◆ Directions for this task: All lines in the data below carrying the string "name" are to be located and copied.
BEGIN Entries supplied
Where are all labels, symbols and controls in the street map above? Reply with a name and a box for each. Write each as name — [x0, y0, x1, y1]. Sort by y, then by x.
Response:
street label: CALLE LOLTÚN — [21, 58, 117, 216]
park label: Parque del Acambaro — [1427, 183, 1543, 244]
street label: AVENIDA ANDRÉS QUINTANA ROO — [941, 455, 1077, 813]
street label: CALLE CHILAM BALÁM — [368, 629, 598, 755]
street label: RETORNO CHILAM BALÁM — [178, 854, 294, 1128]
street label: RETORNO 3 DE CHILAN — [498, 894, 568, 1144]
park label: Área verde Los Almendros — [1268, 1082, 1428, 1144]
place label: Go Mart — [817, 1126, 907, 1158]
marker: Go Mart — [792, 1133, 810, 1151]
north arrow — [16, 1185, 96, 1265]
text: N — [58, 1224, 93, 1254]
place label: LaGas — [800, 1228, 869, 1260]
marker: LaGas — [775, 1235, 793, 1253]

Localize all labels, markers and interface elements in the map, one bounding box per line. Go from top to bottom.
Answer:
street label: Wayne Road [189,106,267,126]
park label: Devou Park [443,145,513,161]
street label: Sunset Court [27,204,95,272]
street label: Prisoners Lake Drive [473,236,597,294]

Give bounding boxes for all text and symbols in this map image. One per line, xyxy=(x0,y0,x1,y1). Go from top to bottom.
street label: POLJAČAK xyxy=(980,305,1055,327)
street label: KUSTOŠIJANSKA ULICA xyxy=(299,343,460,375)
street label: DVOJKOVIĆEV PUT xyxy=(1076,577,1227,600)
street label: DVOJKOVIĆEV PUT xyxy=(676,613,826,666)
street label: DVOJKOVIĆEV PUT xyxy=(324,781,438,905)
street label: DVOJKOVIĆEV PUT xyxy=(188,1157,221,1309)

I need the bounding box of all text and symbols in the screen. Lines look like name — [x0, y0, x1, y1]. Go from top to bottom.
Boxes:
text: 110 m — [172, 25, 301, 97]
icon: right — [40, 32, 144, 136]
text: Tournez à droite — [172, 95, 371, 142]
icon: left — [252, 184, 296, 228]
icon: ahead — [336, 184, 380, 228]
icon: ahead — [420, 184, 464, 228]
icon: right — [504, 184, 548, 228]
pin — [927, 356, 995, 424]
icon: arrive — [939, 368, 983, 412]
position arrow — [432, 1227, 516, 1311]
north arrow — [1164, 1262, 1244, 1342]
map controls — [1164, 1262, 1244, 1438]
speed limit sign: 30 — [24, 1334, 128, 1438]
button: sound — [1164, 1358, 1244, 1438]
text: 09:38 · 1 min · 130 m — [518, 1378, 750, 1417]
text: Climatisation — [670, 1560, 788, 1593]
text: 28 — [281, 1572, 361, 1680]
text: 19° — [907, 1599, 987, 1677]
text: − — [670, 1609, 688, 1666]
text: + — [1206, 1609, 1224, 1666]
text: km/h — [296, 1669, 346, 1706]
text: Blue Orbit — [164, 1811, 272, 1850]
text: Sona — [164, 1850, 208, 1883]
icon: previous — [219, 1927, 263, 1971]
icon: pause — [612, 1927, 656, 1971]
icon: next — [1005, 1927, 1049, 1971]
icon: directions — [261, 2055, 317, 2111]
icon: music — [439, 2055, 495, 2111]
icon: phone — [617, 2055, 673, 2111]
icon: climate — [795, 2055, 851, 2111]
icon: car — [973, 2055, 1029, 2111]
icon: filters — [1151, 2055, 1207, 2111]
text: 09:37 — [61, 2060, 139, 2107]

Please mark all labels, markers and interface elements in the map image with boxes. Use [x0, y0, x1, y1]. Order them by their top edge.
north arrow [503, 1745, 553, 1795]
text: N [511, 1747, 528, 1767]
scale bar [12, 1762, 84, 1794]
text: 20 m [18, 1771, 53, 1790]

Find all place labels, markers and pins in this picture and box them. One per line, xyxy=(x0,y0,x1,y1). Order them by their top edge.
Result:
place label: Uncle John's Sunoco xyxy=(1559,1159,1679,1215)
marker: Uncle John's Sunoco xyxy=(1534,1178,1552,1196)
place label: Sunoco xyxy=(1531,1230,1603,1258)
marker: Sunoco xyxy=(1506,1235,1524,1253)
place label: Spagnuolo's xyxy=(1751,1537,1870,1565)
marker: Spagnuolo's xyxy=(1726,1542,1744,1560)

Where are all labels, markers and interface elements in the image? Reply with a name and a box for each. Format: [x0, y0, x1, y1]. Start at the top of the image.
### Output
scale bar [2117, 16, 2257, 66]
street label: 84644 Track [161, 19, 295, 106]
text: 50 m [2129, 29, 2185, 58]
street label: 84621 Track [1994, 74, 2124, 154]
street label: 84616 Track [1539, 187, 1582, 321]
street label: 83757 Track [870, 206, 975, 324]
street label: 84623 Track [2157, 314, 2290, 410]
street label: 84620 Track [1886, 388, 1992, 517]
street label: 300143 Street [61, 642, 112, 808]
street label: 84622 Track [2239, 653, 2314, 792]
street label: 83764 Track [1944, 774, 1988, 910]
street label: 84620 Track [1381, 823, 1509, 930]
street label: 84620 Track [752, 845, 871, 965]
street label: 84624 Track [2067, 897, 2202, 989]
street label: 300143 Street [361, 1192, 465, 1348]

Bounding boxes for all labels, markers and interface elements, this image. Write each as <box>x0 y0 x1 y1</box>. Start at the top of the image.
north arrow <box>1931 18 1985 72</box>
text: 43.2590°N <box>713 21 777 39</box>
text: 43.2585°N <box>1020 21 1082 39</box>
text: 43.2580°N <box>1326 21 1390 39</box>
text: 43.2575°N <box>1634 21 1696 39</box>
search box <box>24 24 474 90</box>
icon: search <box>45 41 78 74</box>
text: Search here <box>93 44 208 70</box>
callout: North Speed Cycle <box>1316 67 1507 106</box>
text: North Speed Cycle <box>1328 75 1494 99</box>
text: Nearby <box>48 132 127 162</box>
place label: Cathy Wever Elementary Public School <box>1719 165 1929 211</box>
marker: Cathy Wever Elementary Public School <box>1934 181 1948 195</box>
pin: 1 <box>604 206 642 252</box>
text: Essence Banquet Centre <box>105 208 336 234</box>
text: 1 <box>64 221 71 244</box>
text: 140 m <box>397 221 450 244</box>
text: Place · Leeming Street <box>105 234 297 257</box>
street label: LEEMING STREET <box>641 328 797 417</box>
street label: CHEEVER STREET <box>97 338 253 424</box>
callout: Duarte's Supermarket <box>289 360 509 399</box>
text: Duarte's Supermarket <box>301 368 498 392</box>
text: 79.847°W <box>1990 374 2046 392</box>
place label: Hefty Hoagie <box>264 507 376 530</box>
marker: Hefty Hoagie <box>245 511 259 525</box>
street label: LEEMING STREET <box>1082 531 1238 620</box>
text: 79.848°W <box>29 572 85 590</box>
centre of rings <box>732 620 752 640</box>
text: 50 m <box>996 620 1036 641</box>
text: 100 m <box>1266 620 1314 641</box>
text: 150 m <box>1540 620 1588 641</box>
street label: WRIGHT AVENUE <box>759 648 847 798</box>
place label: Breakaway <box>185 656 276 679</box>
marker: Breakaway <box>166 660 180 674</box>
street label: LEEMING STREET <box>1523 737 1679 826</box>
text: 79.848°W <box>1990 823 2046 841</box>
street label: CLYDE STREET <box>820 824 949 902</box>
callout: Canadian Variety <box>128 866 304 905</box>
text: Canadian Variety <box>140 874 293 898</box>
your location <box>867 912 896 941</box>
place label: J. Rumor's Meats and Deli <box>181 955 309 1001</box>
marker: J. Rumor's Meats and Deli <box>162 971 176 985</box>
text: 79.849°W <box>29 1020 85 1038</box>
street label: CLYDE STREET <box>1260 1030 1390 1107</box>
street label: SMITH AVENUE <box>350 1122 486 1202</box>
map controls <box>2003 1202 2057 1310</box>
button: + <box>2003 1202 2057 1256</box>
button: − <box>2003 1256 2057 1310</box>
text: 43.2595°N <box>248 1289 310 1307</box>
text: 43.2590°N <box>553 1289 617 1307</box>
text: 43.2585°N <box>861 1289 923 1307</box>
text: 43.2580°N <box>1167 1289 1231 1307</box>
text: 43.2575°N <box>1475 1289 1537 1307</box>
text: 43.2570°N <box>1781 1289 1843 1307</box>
END Entries supplied
◆ Answer space:
Where are all labels, symbols and controls in the street map above? Reply with a name and a box for each. Write each as name — [x0, y0, x1, y1]. Sort by y, then by x.
I need the bounding box of all text and symbols in the screen. Lines look like name — [x0, y0, x1, y1]. Go from top to bottom.
Where are all labels, markers and interface elements in the image? Reply with a name and a box for each. Format: [x0, y0, x1, y1]. Start at the top of the image.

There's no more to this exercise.